The result was a fireball — a glowing ball of gas—that emitted every imaginable type of radiation including gamma rays, x-rays to ultraviolet, visible light, infrared and radio waves. An electromagnetic pulse-a very brief pulse of radio waves—was emitted, collecting in metal objects and created a power surge that damaged or destroyed electrical equipment, power lines and communications. Fifty microseconds after the initiation, nearly every telephone and radio transmitter in Duren had been disabled.
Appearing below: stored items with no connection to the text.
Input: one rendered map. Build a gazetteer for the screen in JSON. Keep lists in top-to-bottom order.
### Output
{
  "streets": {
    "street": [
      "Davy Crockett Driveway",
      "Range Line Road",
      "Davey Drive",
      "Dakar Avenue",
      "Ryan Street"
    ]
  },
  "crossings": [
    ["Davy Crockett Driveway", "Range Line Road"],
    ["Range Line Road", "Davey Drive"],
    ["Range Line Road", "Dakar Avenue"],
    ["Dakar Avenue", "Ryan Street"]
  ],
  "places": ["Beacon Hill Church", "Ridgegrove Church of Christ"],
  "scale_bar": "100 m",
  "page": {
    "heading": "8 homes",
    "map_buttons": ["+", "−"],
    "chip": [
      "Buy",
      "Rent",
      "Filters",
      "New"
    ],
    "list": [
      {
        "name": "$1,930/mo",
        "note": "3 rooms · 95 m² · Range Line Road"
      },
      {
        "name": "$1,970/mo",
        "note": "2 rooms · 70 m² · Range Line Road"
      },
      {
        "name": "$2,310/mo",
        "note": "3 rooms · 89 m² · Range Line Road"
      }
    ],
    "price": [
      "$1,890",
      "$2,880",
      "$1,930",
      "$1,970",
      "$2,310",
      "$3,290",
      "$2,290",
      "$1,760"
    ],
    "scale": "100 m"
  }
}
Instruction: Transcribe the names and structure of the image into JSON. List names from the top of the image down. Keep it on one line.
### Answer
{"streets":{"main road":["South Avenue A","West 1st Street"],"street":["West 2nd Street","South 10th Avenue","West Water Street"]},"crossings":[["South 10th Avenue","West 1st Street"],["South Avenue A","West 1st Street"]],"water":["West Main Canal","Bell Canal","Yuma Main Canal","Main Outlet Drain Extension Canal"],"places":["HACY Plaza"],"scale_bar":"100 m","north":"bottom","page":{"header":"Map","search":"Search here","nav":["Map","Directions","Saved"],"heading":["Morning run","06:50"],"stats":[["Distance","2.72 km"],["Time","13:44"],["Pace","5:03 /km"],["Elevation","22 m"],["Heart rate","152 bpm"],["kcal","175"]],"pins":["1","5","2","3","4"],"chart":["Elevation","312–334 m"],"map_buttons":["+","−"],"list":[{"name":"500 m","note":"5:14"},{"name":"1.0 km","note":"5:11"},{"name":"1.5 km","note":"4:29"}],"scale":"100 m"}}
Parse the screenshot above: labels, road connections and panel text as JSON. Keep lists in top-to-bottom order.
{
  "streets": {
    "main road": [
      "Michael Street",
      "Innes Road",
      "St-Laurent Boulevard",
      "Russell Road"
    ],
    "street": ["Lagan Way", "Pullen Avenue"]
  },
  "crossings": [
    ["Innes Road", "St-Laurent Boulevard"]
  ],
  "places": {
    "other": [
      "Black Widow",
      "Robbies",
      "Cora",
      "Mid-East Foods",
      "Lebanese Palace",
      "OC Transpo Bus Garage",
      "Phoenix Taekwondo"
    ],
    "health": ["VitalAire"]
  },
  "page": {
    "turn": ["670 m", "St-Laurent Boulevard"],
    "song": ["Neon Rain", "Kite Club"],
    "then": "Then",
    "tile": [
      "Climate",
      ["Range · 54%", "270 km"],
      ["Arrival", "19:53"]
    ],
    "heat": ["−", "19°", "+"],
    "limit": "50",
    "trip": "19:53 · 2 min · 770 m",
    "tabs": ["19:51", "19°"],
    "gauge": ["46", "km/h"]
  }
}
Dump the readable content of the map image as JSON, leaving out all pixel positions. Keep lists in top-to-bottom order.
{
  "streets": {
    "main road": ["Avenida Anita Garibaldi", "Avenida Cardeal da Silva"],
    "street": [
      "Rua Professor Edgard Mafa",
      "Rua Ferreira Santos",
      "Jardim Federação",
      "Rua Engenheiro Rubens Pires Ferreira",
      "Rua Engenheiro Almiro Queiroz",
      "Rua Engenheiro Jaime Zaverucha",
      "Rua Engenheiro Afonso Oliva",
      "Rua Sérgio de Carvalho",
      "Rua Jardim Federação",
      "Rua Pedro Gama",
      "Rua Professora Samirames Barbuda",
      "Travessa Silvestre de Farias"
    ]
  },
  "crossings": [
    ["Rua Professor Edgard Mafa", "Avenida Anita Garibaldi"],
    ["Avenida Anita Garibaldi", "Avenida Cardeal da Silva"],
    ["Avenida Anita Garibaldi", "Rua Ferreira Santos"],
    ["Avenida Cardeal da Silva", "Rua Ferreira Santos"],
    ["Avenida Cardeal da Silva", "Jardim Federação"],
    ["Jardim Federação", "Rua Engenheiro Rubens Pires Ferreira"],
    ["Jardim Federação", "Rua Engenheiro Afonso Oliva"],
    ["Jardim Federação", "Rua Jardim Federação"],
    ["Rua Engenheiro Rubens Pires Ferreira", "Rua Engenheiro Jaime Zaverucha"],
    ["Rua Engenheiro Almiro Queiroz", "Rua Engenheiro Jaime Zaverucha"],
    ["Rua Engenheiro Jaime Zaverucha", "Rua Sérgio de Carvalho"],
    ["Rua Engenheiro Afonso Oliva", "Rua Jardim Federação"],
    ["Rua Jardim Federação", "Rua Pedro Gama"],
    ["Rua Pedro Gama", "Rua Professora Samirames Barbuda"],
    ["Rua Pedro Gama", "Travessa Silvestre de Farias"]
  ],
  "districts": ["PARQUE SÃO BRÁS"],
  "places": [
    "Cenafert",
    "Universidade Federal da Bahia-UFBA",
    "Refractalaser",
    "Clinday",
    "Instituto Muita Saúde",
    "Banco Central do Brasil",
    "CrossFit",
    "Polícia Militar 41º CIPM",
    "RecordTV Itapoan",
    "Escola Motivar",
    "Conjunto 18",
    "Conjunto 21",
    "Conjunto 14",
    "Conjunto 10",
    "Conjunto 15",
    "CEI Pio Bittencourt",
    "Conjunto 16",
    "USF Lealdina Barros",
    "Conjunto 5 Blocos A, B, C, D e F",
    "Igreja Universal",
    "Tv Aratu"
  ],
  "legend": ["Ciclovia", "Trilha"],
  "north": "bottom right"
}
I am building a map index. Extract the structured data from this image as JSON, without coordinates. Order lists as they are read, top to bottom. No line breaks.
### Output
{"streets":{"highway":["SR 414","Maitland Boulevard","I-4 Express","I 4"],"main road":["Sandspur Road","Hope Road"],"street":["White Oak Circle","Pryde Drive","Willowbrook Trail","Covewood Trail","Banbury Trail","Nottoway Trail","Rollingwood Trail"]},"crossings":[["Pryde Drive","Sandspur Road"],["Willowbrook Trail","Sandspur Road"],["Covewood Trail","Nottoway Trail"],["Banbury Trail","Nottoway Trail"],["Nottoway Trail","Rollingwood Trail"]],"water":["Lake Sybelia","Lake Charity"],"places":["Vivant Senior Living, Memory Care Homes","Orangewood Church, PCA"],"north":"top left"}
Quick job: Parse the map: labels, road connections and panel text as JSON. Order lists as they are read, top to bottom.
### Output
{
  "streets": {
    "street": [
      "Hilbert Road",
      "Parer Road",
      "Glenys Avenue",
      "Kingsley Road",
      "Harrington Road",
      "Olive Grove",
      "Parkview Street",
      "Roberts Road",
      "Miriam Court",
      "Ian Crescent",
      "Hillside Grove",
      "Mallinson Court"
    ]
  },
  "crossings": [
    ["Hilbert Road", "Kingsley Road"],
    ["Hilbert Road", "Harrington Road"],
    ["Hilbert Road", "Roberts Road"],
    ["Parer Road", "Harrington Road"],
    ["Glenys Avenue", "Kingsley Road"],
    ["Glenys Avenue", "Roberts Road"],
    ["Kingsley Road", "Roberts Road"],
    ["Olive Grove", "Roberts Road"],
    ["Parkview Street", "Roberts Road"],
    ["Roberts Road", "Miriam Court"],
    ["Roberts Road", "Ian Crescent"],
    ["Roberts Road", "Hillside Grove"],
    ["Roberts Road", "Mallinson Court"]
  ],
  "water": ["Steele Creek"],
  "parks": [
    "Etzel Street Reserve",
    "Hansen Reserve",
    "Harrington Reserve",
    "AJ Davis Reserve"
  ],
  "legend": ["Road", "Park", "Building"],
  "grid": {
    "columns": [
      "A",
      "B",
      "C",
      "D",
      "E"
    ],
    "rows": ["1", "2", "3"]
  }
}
After 70 microseconds the fireball was 220 yards across and was continuing to expand at many times the speed of sound.

By now, the fireball had formed two distinct regions: the center remained extremely hot while the temperature of the outer part had fallen as it pushed the surrounding air away. The fireball brightness decreased until 800 microseconds after detonation, when the fireball was as bright as the Sun. At that point, breakaway took place, a blast wave separated from the fireball's surface. That blast wave was an expanding sphere of highly compressed and fast moving air, initially traveling at ten times the speed of sound. The wave pushed the air away before it so that a partial vacuum was created behind it. As a result, the passing wave produced enormous pressures and severe momentary outward winds, followed by less intense inward winds. The blast wave was reflected from the ground and thereby reinforced itself. It was partly cloudy over Duren, but the blast had seemed to push the clouds away. At a distance of 1.5 miles the blast wave finally dropped to the speed of sound, 19 seconds after initiation.